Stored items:
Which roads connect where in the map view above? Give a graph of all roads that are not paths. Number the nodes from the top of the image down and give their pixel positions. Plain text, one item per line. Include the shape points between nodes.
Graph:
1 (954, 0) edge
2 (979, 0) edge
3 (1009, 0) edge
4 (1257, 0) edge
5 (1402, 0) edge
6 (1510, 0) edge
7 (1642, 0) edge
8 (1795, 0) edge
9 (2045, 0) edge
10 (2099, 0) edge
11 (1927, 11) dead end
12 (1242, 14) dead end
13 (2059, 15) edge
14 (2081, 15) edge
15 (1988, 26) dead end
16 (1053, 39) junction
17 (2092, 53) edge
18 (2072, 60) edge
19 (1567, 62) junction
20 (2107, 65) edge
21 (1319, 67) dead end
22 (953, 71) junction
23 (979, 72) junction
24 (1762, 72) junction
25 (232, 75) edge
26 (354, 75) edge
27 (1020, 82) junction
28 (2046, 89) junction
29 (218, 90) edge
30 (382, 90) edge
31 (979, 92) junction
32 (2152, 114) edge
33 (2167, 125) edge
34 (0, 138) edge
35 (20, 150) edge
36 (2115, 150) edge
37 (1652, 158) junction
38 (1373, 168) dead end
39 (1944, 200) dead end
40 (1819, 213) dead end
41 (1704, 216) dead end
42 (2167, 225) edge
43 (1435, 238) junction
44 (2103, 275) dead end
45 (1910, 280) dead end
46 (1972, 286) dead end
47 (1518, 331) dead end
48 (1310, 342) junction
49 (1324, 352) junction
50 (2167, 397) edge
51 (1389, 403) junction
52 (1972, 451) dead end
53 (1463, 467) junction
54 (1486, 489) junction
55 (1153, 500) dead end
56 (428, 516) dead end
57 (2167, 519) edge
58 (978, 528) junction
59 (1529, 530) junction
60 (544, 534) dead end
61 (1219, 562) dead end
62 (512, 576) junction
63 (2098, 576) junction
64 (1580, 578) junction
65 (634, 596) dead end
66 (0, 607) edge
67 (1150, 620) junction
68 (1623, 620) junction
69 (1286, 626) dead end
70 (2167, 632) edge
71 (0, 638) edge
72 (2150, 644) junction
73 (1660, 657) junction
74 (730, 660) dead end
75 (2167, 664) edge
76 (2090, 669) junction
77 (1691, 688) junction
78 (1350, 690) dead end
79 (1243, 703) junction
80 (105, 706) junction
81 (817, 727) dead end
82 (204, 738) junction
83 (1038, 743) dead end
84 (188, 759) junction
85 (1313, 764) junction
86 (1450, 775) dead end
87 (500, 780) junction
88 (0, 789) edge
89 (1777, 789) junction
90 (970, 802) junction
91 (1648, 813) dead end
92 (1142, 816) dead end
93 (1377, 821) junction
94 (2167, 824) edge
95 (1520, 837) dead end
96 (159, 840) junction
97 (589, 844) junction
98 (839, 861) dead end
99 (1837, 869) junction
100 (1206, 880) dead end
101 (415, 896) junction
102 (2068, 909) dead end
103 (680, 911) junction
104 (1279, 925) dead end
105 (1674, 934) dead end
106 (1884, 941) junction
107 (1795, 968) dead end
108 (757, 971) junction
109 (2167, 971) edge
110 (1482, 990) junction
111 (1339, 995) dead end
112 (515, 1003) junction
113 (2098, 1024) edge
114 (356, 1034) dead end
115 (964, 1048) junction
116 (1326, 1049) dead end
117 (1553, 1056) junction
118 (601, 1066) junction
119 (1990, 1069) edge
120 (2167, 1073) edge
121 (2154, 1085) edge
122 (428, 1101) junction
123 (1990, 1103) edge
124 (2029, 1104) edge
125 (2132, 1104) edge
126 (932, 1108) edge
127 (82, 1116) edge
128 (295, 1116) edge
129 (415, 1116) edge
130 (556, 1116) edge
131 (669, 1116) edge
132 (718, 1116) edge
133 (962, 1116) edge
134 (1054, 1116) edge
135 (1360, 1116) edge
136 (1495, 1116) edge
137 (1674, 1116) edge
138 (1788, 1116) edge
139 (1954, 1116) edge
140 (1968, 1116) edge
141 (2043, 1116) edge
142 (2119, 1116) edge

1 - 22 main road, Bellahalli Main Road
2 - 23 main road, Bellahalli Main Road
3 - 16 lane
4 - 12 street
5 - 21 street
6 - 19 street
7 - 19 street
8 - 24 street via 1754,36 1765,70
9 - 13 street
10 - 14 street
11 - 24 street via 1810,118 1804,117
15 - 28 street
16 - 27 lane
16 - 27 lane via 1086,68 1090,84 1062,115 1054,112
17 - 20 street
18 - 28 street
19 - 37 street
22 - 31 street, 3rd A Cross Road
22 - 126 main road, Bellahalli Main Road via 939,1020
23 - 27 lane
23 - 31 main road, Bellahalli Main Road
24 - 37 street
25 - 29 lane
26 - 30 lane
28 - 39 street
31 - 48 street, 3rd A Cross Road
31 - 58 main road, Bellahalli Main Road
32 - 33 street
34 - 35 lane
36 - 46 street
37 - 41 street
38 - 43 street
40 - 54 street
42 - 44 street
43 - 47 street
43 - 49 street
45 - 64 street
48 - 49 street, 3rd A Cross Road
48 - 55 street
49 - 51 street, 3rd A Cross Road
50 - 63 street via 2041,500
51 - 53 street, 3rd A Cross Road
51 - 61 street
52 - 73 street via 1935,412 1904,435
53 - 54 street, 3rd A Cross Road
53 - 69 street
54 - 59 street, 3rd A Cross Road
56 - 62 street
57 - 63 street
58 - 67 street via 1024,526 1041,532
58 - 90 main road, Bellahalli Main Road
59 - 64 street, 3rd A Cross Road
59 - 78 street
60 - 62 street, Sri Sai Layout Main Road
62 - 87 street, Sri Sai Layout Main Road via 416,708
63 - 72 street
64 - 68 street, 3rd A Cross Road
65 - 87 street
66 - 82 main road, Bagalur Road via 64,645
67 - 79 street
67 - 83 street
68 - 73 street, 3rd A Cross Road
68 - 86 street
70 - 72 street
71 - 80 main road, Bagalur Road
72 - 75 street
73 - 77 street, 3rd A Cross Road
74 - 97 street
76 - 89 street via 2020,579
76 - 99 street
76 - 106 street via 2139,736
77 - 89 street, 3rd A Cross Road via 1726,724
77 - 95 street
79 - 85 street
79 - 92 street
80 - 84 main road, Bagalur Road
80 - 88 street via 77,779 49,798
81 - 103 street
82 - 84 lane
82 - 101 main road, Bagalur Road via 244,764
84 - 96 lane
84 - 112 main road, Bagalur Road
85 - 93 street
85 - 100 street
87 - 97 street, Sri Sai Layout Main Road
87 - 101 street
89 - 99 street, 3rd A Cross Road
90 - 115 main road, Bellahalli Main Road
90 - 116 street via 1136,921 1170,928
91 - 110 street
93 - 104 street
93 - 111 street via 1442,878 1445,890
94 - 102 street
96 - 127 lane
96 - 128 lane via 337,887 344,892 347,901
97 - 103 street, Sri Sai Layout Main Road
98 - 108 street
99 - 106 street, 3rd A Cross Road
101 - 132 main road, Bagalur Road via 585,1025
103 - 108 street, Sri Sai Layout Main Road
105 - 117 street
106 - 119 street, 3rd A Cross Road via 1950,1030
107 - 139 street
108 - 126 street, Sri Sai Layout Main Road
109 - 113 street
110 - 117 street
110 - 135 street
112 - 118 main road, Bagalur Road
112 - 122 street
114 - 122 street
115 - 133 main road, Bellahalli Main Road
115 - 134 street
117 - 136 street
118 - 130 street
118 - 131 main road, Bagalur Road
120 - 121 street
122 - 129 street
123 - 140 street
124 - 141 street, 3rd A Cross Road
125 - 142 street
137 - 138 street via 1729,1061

◆ TASK TO COMPLETE ◆
Your answer should be a number only: the count of lines above in which the string "Bagalur" appears.

◆ OUTPUT OF THE EXERCISE ◆
8